You can check out my Git Repository for this project if you’d like to. First things first, I needed to read in the Excel data files. It became complicated before I even got started because the CSV file with the heights was separate from the CSV file with genders, so I needed to read in the files separately. CSV files are called ‘CSV’ because they are comma-separated-values. That’s why sep=”,”. Also, header=TRUE when the first rows are the column names.

height_CSV <- read.csv(file="PGPBasicPhenotypesSurvey2015-20180819174645.csv", header=TRUE, sep=",")
gender_CSV <- read.csv(file="PGPParticipantSurvey-20180819174510.csv", header=TRUE, sep=",")

The variables height_CSV and gender_CSV, that I just created, contain the ENTIRE CSV files, so we’ll need to cut them back significantly. You can do that with the ‘$’ by selecting single columns. This code specifies just the Height column of the height_CSV and the Gender column of the gender_CSV. Both of these columns are in excess of 1,000 columns, so I’ve used list slicing, with the square brackets, to limit the range of the variables.

height_CSV$Height[1:10]
gender_CSV$Gender[1:10]

I want to be able to compare the heights of men and women, so I need gender and height to be in a standardized format, so I started to look at the values. First I’ll talk about height. It’s supposed to be in the format of FEET’INCHES”. However, looking through all of the values you’ll find that there are a variety of formats.

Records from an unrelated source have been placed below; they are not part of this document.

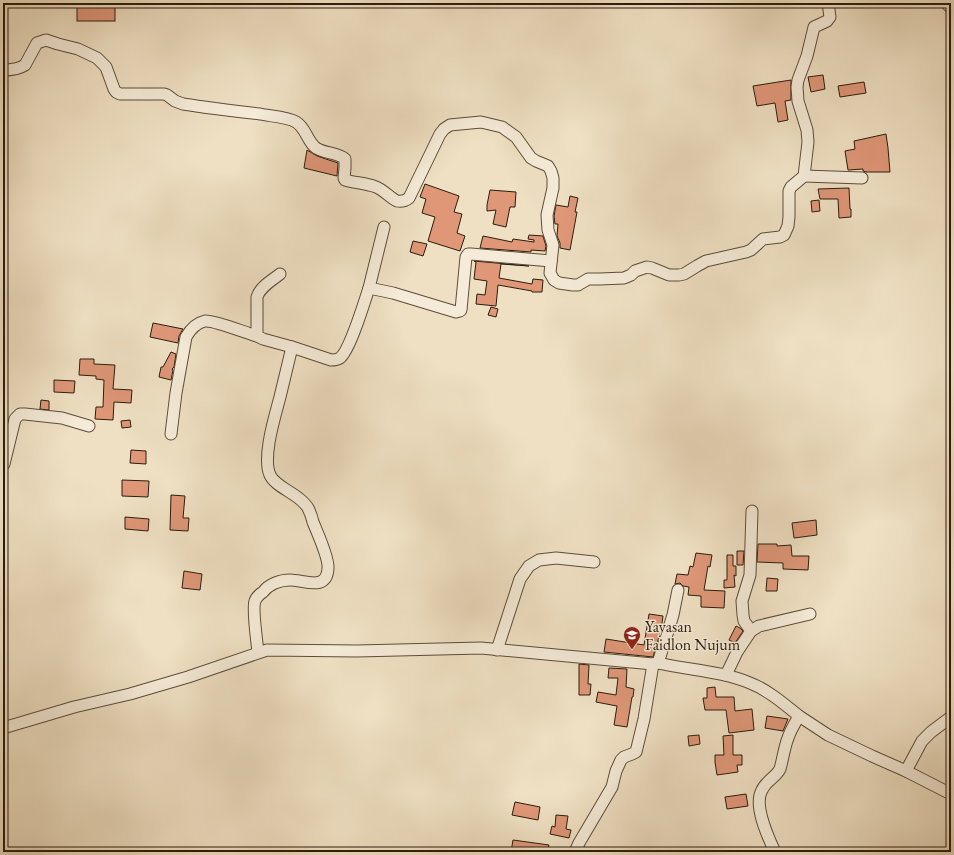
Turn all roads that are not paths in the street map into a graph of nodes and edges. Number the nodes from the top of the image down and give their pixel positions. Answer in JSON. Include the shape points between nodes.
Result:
{"nodes":[{"id":1,"x":828,"y":3,"type":"edge"},
{"id":2,"x":946,"y":3,"type":"edge"},
{"id":3,"x":951,"y":8,"type":"edge"},
{"id":4,"x":3,"y":70,"type":"edge"},
{"id":5,"x":804,"y":176,"type":"junction"},
{"id":6,"x":862,"y":178,"type":"dead end"},
{"id":7,"x":384,"y":227,"type":"dead end"},
{"id":8,"x":551,"y":261,"type":"junction"},
{"id":9,"x":280,"y":274,"type":"dead end"},
{"id":10,"x":369,"y":288,"type":"junction"},
{"id":11,"x":257,"y":336,"type":"junction"},
{"id":12,"x":292,"y":347,"type":"junction"},
{"id":13,"x":89,"y":426,"type":"dead end"},
{"id":14,"x":171,"y":434,"type":"dead end"},
{"id":15,"x":3,"y":465,"type":"edge"},
{"id":16,"x":752,"y":511,"type":"dead end"},
{"id":17,"x":594,"y":562,"type":"dead end"},
{"id":18,"x":678,"y":590,"type":"dead end"},
{"id":19,"x":810,"y":614,"type":"dead end"},
{"id":20,"x":751,"y":631,"type":"junction"},
{"id":21,"x":497,"y":650,"type":"junction"},
{"id":22,"x":258,"y":652,"type":"junction"},
{"id":23,"x":656,"y":664,"type":"junction"},
{"id":24,"x":726,"y":675,"type":"junction"},
{"id":25,"x":799,"y":716,"type":"junction"},
{"id":26,"x":951,"y":717,"type":"edge"},
{"id":27,"x":3,"y":728,"type":"edge"},
{"id":28,"x":906,"y":771,"type":"junction"},
{"id":29,"x":951,"y":794,"type":"edge"},
{"id":30,"x":575,"y":852,"type":"edge"},
{"id":31,"x":775,"y":852,"type":"edge"}],
"edges":[{"from":1,"to":5,"type":"street","via":[[830,17],[814,27],[798,80],[798,101],[808,142]]},
{"from":2,"to":3,"type":"street"},
{"from":4,"to":8,"type":"street","via":[[25,65],[38,43],[46,40],[78,49],[97,58],[106,67],[116,92],[120,94],[164,94],[183,104],[275,116],[296,122],[315,147],[345,159],[345,180],[376,187],[401,202],[409,198],[444,128],[450,125],[481,122],[502,127],[516,137],[531,158],[548,166],[551,171],[553,188],[547,223],[553,245]]},
{"from":5,"to":6,"type":"street"},
{"from":5,"to":8,"type":"street","via":[[789,191],[788,226],[784,235],[763,238],[751,250],[706,261],[684,274],[673,276],[647,267],[635,271],[626,278],[588,279],[580,285],[573,285],[554,280],[550,273]]},
{"from":7,"to":10,"type":"street"},
{"from":8,"to":10,"type":"street","via":[[468,254],[461,310],[458,312]]},
{"from":9,"to":11,"type":"street","via":[[258,293]]},
{"from":10,"to":12,"type":"street","via":[[350,342],[340,358],[330,360]]},
{"from":11,"to":12,"type":"street"},
{"from":11,"to":14,"type":"street","via":[[212,322],[204,322],[190,329],[186,337]]},
{"from":12,"to":22,"type":"street","via":[[273,424],[267,463],[270,475],[277,484],[293,493],[308,508],[328,566],[325,578],[320,582],[315,584],[289,580],[275,583],[266,588],[255,601]]},
{"from":13,"to":15,"type":"street","via":[[62,418],[20,414],[15,419]]},
{"from":16,"to":20,"type":"street","via":[[750,575],[742,601],[742,615]]},
{"from":17,"to":21,"type":"street","via":[[556,558],[539,560],[529,566],[520,579]]},
{"from":18,"to":23,"type":"street","via":[[673,615]]},
{"from":19,"to":20,"type":"street","via":[[759,626]]},
{"from":20,"to":24,"type":"street"},
{"from":21,"to":22,"type":"street","via":[[481,648]]},
{"from":21,"to":23,"type":"street"},
{"from":22,"to":27,"type":"street","via":[[188,677]]},
{"from":23,"to":24,"type":"street"},
{"from":23,"to":30,"type":"street","via":[[636,752],[621,760],[612,786]]},
{"from":24,"to":25,"type":"street","via":[[760,688]]},
{"from":25,"to":28,"type":"street","via":[[828,735]]},
{"from":25,"to":31,"type":"street","via":[[788,739],[778,773],[767,783],[759,797],[768,838]]},
{"from":26,"to":28,"type":"street","via":[[922,741]]},
{"from":28,"to":29,"type":"street"}]}
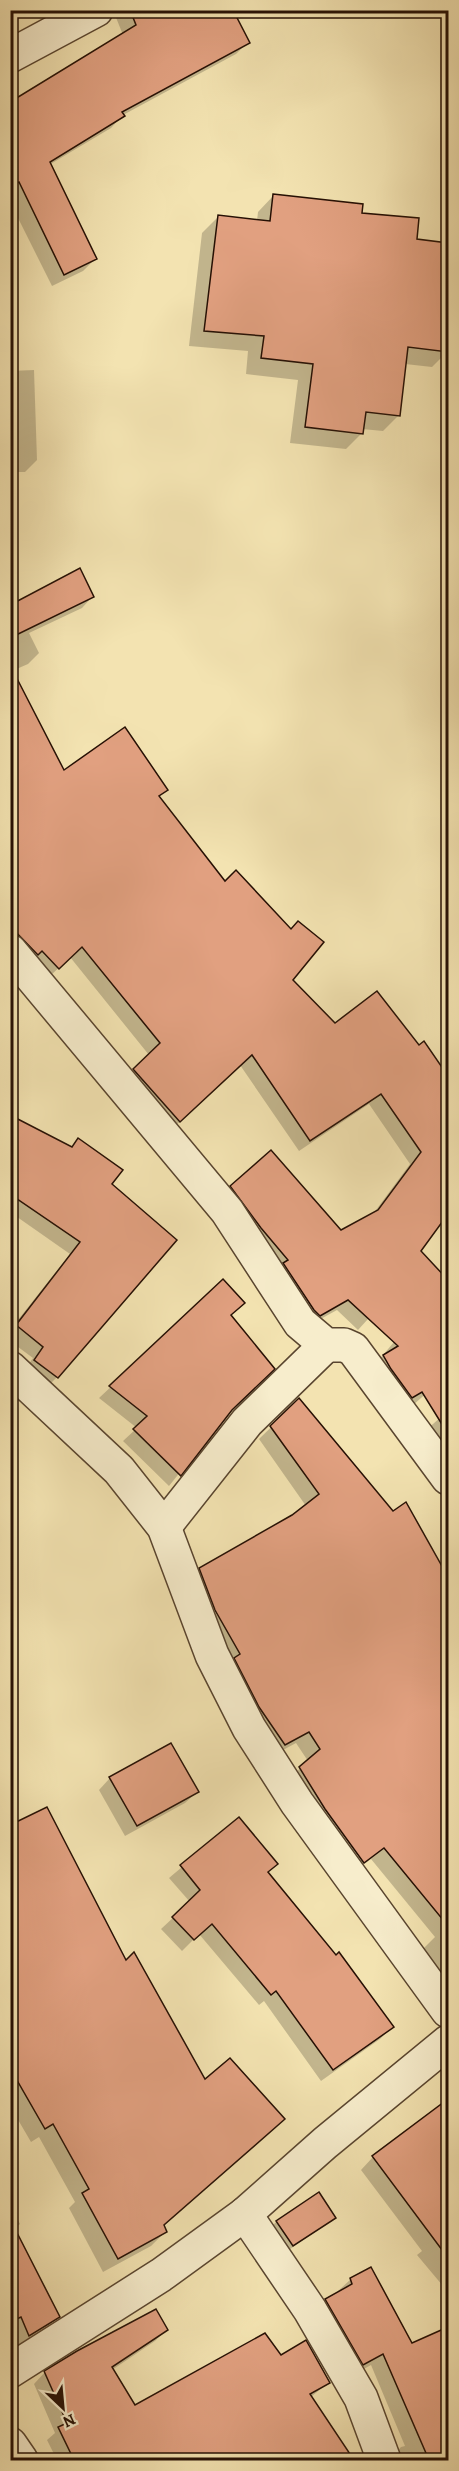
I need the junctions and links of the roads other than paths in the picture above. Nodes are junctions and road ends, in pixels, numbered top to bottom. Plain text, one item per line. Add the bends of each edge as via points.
1 (96, 10) edge
2 (10, 57) edge
3 (10, 951) edge
4 (326, 1345) junction
5 (10, 1368) edge
6 (448, 1478) edge
7 (164, 1527) junction
8 (448, 2011) edge
9 (448, 2042) edge
10 (245, 2214) junction
11 (10, 2371) edge
12 (10, 2444) edge
13 (21, 2460) edge
14 (384, 2460) edge

1 - 2 street
3 - 4 street via 227,1211 300,1323
4 - 6 street via 353,1349
4 - 7 street via 247,1422
5 - 7 street via 119,1470
7 - 8 street via 212,1655 249,1728 297,1803
9 - 10 street
10 - 11 street via 161,2275
10 - 14 street via 310,2310 361,2398
12 - 13 street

# stored the column as a variable for eas of typing
heights <- height_CSV$Height
# print out all heights is commented out because it's >1,000 lines
# heights
# here are my selection of the different height types:
heights[1]
# double single quotes instead of double quotes
heights[18]
# blank
heights[89]
# range of height
heights[796]
# triple single quotes
heights[918]

Here is the R output for the above code. You can see the regular FEET’INCHES” format, two single quotes at the end FEET’INCHES’’, a blank entry, a range of height from 5’11” to 6’0”, and triple single quotes at the end of the height. Obviously the heights here are of a variety of strange formats. I’ll need to write a function that can make sense out of all of the weird formatting options. Check for a future article of mine on how I did that.

[1] 6'2"
42 Levels:  4'10" 4'11" 4'8''' 5'0" 5'1'' 5'1" 5'10'' 5'10" 5'11'' ... 6'7"
[1] 5'6''
42 Levels:  4'10" 4'11" 4'8''' 5'0" 5'1'' 5'1" 5'10'' 5'10" 5'11'' ... 6'7"
[1]
42 Levels:  4'10" 4'11" 4'8''' 5'0" 5'1'' 5'1" 5'10'' 5'10" 5'11'' ... 6'7"
[1] 5'11" to 6'0"
42 Levels:  4'10" 4'11" 4'8''' 5'0" 5'1'' 5'1" 5'10'' 5'10" 5'11'' ... 6'7"
[1] 4'8'''
42 Levels:  4'10" 4'11" 4'8''' 5'0" 5'1'' 5'1" 5'10'' 5'10" 5'11'' ... 6'7"